| Some counter points. On the die size argument, which I see being echoed a lot online: Why would a customer care or factor that into their purchasing decisions? Saying that these dGPUs with large dies are what is going to put Intel out of business is ludicrous and the Xe cores are shared amongst many of Intel's most lucrative products. You can afford larger dies on N4 compared to when the 40-series were launched. It's no longer the leading edge node and yields have likely improved. dGPUs have pretty expensive GDDR modules, I do not have data on the exact proportion but I would bet that the memory modules is the more important line item. BoM matters less on lower volume (compared to mobile SoCs) dGPU units. Masks masks, R&D and validation are big fixed up-front costs. Recurring software support is also independent of how many units get sold. Xe cores are shared by many Intel products (client & server CPUs, datacenter GPUs and gaming GPUs). B580 is widely popular for gamers, Intel cannot keep up the demand at the moment. I doubt they need to unlock SRIOV on the gaming segment dGPUs to get rid of stock, as you seem to suggest. Their datacenter GPUs [1] offer support for SRIOV, as you probably already know, so I assume you are bemoaning market segmentation. [1] https://www.youtube.com/watch?v=tLK_i-TQ3kQ -- Wendell's video on Flex 170 GPU from Intel - Subscription Free GPU Accelerated VDI on Proxmox 8.1 |
Of course consumers don't care about die size and cost, only the value of the end product. The problem is intel and their negative margins. Maybe people are too blitz scale brained but running a negative margin hardware business is a really bad idea. Typically they target 50% margins.
Now if intel was healthy maybe they could survive a few negative margin products by subsidizing from their profitable SKUs. However intel is not healthy and reported losses every quarter last year. It's a sinking ship and they need a come to Jesus monent before they go bankrupt.
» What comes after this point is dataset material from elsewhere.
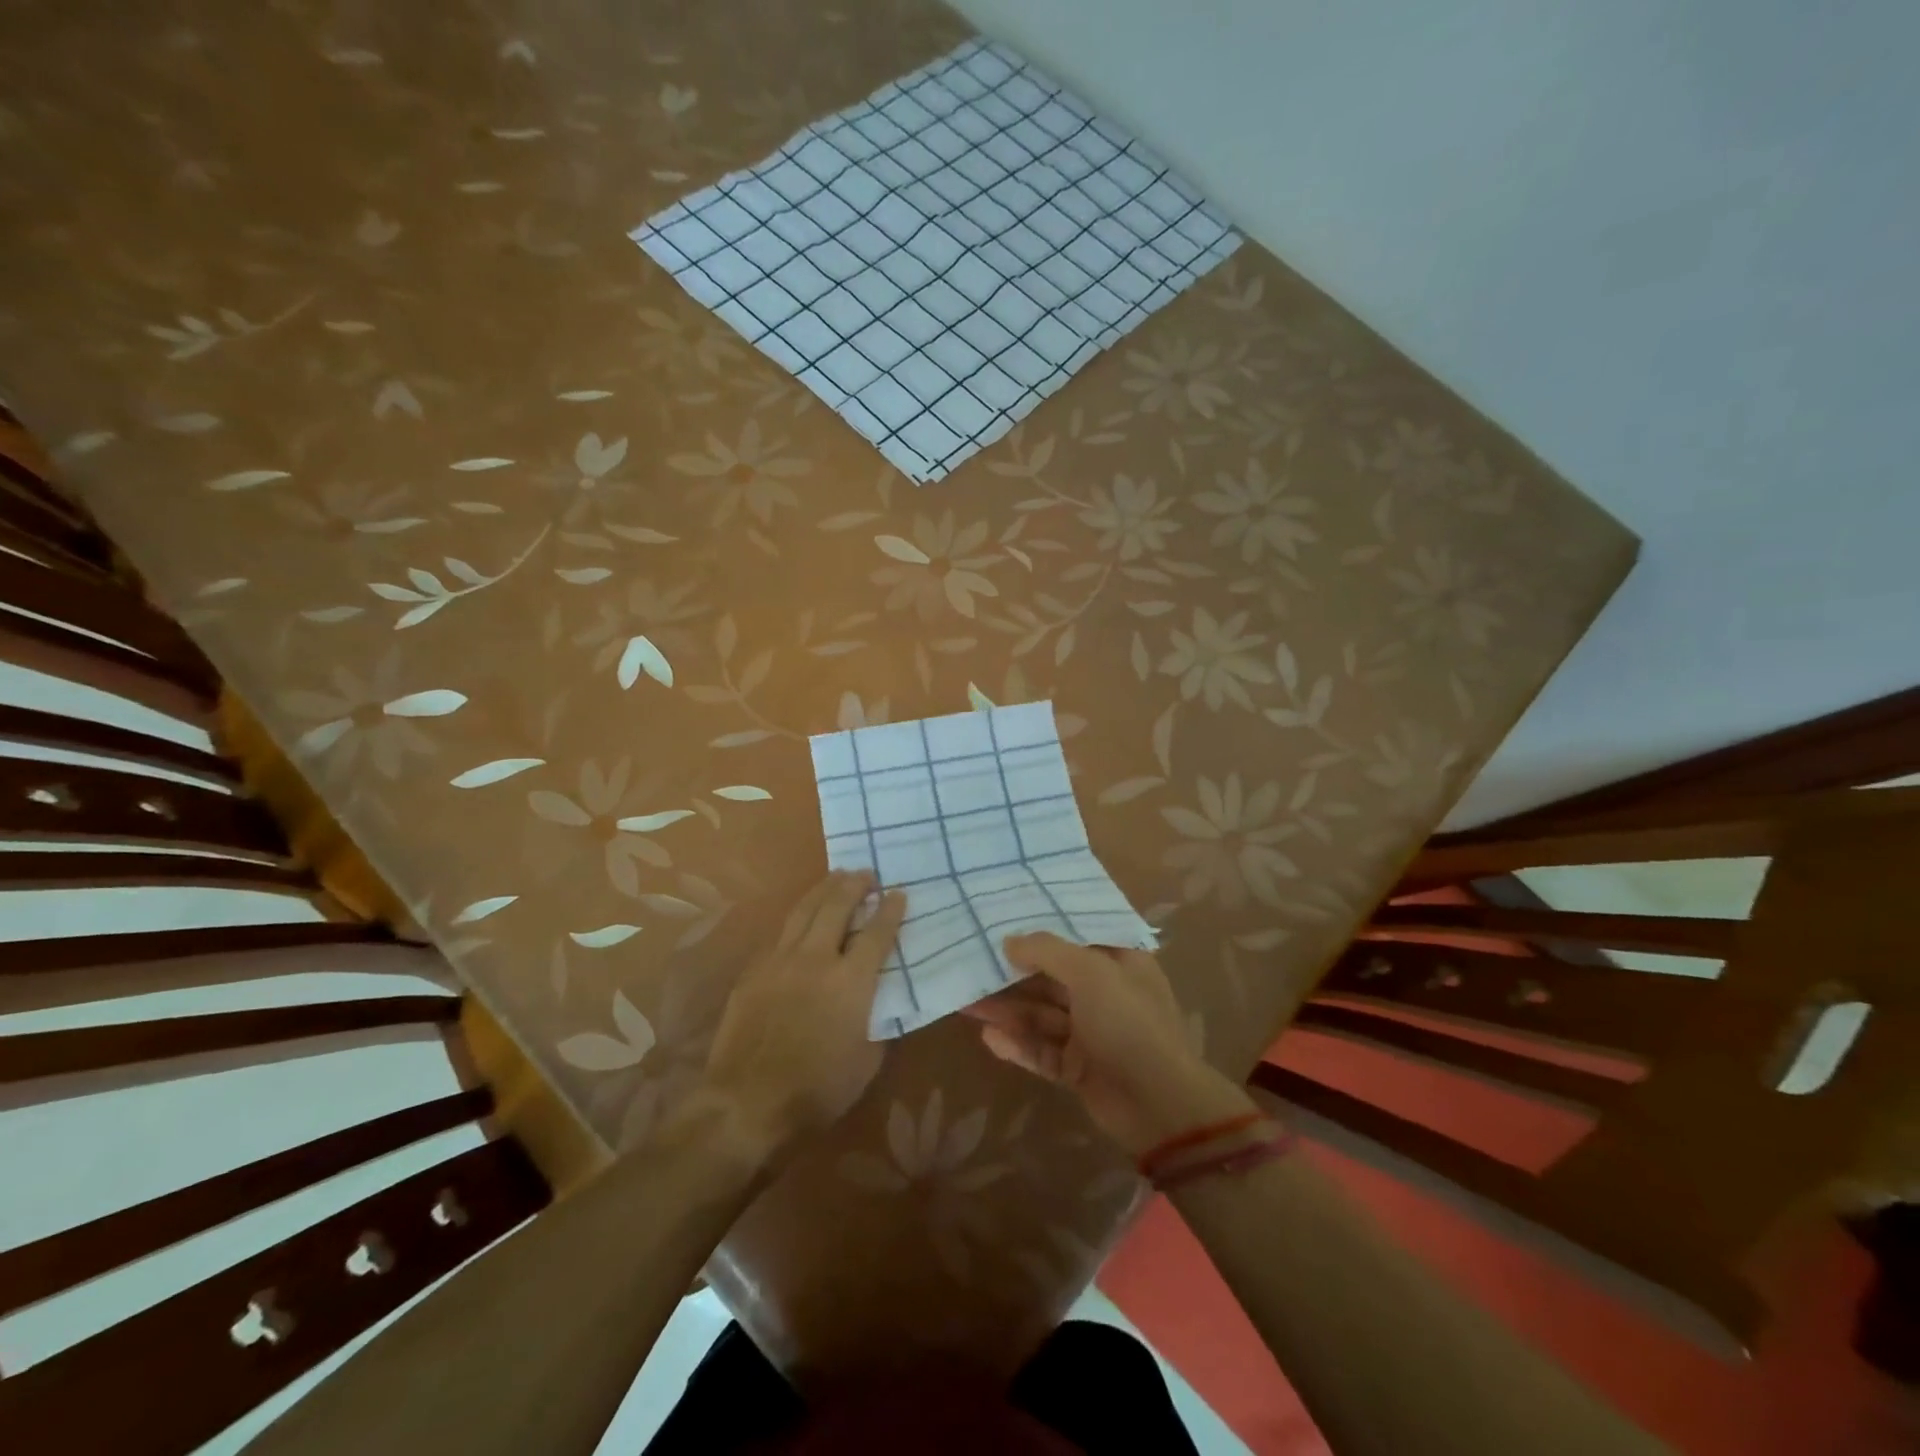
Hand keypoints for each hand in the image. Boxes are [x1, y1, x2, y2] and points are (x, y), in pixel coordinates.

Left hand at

I'm arguing that their product segmentation strategy is stuck in the past and a significant reason why they're unprofitable. On desktop CPUs they lock ECC even though the Xeons are cheaper because they remove the E cores so AVX512 will work. On dGPUs they lock out SRIOV even though the desktop iGPUs support it. On the server they created accelerators which they then tried to charge for which means no one bothered to write integrations to make it work with their software. It's a broken culture which is so up it's own ass that management only cares about intel and is completely disconnected from the customers. Intel needs product features and value differentiators that aren't just negative margin products, changing product segmentation is low hanging fruit.
Being intransigent and the same as the competition but slightly worse had led them to unprofitability and soon, bankrupty. Interest rates are going up and companies carrying debt are going to be in a rough spot.